*** Block opens ***

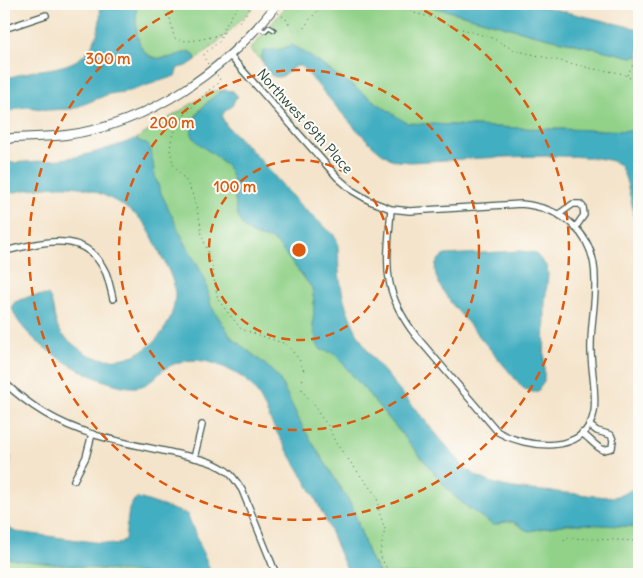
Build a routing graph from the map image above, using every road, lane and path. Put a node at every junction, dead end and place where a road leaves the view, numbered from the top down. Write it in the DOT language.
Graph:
graph roads {
  1 [pos="167,4"];
  2 [pos="239,4"];
  3 [pos="253,4"];
  4 [pos="324,4"];
  5 [pos="397,4"];
  6 [pos="275,6"];
  7 [pos="46,15"];
  8 [pos="257,28"];
  9 [pos="4,30"];
  10 [pos="274,30"];
  11 [pos="221,33"];
  12 [pos="230,56"];
  13 [pos="634,63"];
  14 [pos="213,69"];
  15 [pos="627,76"];
  16 [pos="639,83"];
  17 [pos="4,136"];
  18 [pos="12,138"];
  19 [pos="4,141"];
  20 [pos="391,209"];
  21 [pos="559,214"];
  22 [pos="575,228"];
  23 [pos="4,250"];
  24 [pos="113,299"];
  25 [pos="4,382"];
  26 [pos="202,424"];
  27 [pos="586,429"];
  28 [pos="92,434"];
  29 [pos="194,458"];
  30 [pos="74,480"];
  31 [pos="639,540"];
  32 [pos="564,541"];
  33 [pos="276,574"];
  34 [pos="390,574"];
  1 -- 11 [label="path"];
  2 -- 11 [label="path"];
  3 -- 11 [label="path"];
  4 -- 6 [label="path"];
  5 -- 15 [label="path"];
  6 -- 8 [label="street"];
  7 -- 9 [label="street"];
  8 -- 10 [label="lane"];
  8 -- 12 [label="street"];
  11 -- 14 [label="path"];
  12 -- 14 [label="street"];
  12 -- 20 [label="street, Northwest 69th Place"];
  13 -- 15 [label="path"];
  14 -- 18 [label="street"];
  14 -- 34 [label="path"];
  15 -- 16 [label="path"];
  17 -- 18 [label="street"];
  18 -- 19 [label="street"];
  20 -- 21 [label="street, Northwest 69th Place"];
  20 -- 27 [label="street"];
  21 -- 22 [label="street, Northwest 69th Place"];
  21 -- 22 [label="street"];
  22 -- 27 [label="street, Northwest 69th Place"];
  23 -- 24 [label="street"];
  25 -- 28 [label="street"];
  26 -- 29 [label="street"];
  27 -- 27 [label="street"];
  28 -- 29 [label="street"];
  28 -- 30 [label="street"];
  29 -- 33 [label="street"];
  31 -- 32 [label="path"];
}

*** Block closes ***

Work instruction: Your answer should be only the number of lines, in the entries above, that include "lane".

Answer to the problem: 2